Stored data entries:
------
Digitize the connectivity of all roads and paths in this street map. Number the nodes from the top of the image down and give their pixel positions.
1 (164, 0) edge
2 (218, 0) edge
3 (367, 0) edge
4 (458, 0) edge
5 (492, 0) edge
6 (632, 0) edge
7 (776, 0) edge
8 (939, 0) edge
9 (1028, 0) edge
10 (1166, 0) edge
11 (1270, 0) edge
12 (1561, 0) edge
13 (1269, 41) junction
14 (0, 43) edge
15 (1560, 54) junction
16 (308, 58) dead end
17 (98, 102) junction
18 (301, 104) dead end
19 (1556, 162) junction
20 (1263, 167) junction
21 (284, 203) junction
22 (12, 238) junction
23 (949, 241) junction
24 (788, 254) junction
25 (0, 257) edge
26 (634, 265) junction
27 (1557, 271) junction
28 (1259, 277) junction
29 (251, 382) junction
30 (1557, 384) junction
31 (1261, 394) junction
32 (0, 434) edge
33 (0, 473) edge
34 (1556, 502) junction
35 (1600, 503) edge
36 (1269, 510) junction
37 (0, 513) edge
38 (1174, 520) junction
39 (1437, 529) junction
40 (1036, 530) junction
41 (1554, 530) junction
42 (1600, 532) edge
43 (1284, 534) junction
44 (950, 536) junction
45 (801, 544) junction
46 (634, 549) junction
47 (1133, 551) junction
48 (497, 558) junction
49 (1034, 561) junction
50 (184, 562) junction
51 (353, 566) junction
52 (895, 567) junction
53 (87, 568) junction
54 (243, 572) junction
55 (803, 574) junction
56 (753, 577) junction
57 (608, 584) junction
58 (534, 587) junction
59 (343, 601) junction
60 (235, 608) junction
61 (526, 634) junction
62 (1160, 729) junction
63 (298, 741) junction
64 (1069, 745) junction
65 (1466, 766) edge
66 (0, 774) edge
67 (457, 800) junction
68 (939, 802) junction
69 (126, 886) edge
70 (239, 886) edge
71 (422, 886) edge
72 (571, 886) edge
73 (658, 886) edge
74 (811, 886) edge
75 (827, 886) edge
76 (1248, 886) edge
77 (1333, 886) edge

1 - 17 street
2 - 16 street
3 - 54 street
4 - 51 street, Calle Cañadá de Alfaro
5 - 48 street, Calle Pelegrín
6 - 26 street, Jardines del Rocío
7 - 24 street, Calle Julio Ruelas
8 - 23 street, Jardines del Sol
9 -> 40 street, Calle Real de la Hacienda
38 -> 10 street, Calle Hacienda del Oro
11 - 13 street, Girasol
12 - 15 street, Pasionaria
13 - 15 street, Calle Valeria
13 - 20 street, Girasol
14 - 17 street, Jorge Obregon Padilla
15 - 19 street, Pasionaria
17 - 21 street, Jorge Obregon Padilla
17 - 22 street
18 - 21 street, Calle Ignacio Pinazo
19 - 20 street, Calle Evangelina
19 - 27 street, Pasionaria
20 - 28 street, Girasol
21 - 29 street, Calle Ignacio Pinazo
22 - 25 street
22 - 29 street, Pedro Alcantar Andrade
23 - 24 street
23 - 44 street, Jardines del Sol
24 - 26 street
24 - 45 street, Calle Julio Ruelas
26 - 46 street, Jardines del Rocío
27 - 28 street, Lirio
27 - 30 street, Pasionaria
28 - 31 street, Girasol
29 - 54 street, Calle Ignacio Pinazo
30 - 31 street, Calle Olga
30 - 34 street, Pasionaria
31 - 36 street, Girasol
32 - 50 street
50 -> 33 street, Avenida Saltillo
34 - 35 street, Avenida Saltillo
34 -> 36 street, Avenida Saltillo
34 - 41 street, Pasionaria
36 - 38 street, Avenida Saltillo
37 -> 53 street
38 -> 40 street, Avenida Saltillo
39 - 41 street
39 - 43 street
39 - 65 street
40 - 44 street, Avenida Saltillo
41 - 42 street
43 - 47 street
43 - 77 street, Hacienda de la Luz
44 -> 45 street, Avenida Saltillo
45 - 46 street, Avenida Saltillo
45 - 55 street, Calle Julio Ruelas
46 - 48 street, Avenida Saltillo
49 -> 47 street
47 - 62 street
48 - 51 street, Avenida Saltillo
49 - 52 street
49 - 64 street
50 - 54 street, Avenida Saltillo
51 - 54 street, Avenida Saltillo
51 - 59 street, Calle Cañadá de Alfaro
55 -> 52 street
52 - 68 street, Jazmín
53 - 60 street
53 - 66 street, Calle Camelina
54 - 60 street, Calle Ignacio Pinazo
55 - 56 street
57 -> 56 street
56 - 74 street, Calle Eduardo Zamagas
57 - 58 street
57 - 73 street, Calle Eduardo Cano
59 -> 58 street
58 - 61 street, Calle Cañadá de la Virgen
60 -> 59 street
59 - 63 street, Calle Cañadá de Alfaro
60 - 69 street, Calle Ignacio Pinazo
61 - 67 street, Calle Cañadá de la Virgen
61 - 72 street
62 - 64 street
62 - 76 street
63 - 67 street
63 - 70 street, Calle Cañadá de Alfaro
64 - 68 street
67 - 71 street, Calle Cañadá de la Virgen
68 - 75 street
------
• What needs to be done: The answer should be all the entries, restated with no word changed.

• Worked solution:
Digitize the connectivity of all roads and paths in this street map. Number the nodes from the top of the image down and give their pixel positions.
1 (164, 0) edge
2 (218, 0) edge
3 (367, 0) edge
4 (458, 0) edge
5 (492, 0) edge
6 (632, 0) edge
7 (776, 0) edge
8 (939, 0) edge
9 (1028, 0) edge
10 (1166, 0) edge
11 (1270, 0) edge
12 (1561, 0) edge
13 (1269, 41) junction
14 (0, 43) edge
15 (1560, 54) junction
16 (308, 58) dead end
17 (98, 102) junction
18 (301, 104) dead end
19 (1556, 162) junction
20 (1263, 167) junction
21 (284, 203) junction
22 (12, 238) junction
23 (949, 241) junction
24 (788, 254) junction
25 (0, 257) edge
26 (634, 265) junction
27 (1557, 271) junction
28 (1259, 277) junction
29 (251, 382) junction
30 (1557, 384) junction
31 (1261, 394) junction
32 (0, 434) edge
33 (0, 473) edge
34 (1556, 502) junction
35 (1600, 503) edge
36 (1269, 510) junction
37 (0, 513) edge
38 (1174, 520) junction
39 (1437, 529) junction
40 (1036, 530) junction
41 (1554, 530) junction
42 (1600, 532) edge
43 (1284, 534) junction
44 (950, 536) junction
45 (801, 544) junction
46 (634, 549) junction
47 (1133, 551) junction
48 (497, 558) junction
49 (1034, 561) junction
50 (184, 562) junction
51 (353, 566) junction
52 (895, 567) junction
53 (87, 568) junction
54 (243, 572) junction
55 (803, 574) junction
56 (753, 577) junction
57 (608, 584) junction
58 (534, 587) junction
59 (343, 601) junction
60 (235, 608) junction
61 (526, 634) junction
62 (1160, 729) junction
63 (298, 741) junction
64 (1069, 745) junction
65 (1466, 766) edge
66 (0, 774) edge
67 (457, 800) junction
68 (939, 802) junction
69 (126, 886) edge
70 (239, 886) edge
71 (422, 886) edge
72 (571, 886) edge
73 (658, 886) edge
74 (811, 886) edge
75 (827, 886) edge
76 (1248, 886) edge
77 (1333, 886) edge

1 - 17 street
2 - 16 street
3 - 54 street
4 - 51 street, Calle Cañadá de Alfaro
5 - 48 street, Calle Pelegrín
6 - 26 street, Jardines del Rocío
7 - 24 street, Calle Julio Ruelas
8 - 23 street, Jardines del Sol
9 -> 40 street, Calle Real de la Hacienda
38 -> 10 street, Calle Hacienda del Oro
11 - 13 street, Girasol
12 - 15 street, Pasionaria
13 - 15 street, Calle Valeria
13 - 20 street, Girasol
14 - 17 street, Jorge Obregon Padilla
15 - 19 street, Pasionaria
17 - 21 street, Jorge Obregon Padilla
17 - 22 street
18 - 21 street, Calle Ignacio Pinazo
19 - 20 street, Calle Evangelina
19 - 27 street, Pasionaria
20 - 28 street, Girasol
21 - 29 street, Calle Ignacio Pinazo
22 - 25 street
22 - 29 street, Pedro Alcantar Andrade
23 - 24 street
23 - 44 street, Jardines del Sol
24 - 26 street
24 - 45 street, Calle Julio Ruelas
26 - 46 street, Jardines del Rocío
27 - 28 street, Lirio
27 - 30 street, Pasionaria
28 - 31 street, Girasol
29 - 54 street, Calle Ignacio Pinazo
30 - 31 street, Calle Olga
30 - 34 street, Pasionaria
31 - 36 street, Girasol
32 - 50 street
50 -> 33 street, Avenida Saltillo
34 - 35 street, Avenida Saltillo
34 -> 36 street, Avenida Saltillo
34 - 41 street, Pasionaria
36 - 38 street, Avenida Saltillo
37 -> 53 street
38 -> 40 street, Avenida Saltillo
39 - 41 street
39 - 43 street
39 - 65 street
40 - 44 street, Avenida Saltillo
41 - 42 street
43 - 47 street
43 - 77 street, Hacienda de la Luz
44 -> 45 street, Avenida Saltillo
45 - 46 street, Avenida Saltillo
45 - 55 street, Calle Julio Ruelas
46 - 48 street, Avenida Saltillo
49 -> 47 street
47 - 62 street
48 - 51 street, Avenida Saltillo
49 - 52 street
49 - 64 street
50 - 54 street, Avenida Saltillo
51 - 54 street, Avenida Saltillo
51 - 59 street, Calle Cañadá de Alfaro
55 -> 52 street
52 - 68 street, Jazmín
53 - 60 street
53 - 66 street, Calle Camelina
54 - 60 street, Calle Ignacio Pinazo
55 - 56 street
57 -> 56 street
56 - 74 street, Calle Eduardo Zamagas
57 - 58 street
57 - 73 street, Calle Eduardo Cano
59 -> 58 street
58 - 61 street, Calle Cañadá de la Virgen
60 -> 59 street
59 - 63 street, Calle Cañadá de Alfaro
60 - 69 street, Calle Ignacio Pinazo
61 - 67 street, Calle Cañadá de la Virgen
61 - 72 street
62 - 64 street
62 - 76 street
63 - 67 street
63 - 70 street, Calle Cañadá de Alfaro
64 - 68 street
67 - 71 street, Calle Cañadá de la Virgen
68 - 75 street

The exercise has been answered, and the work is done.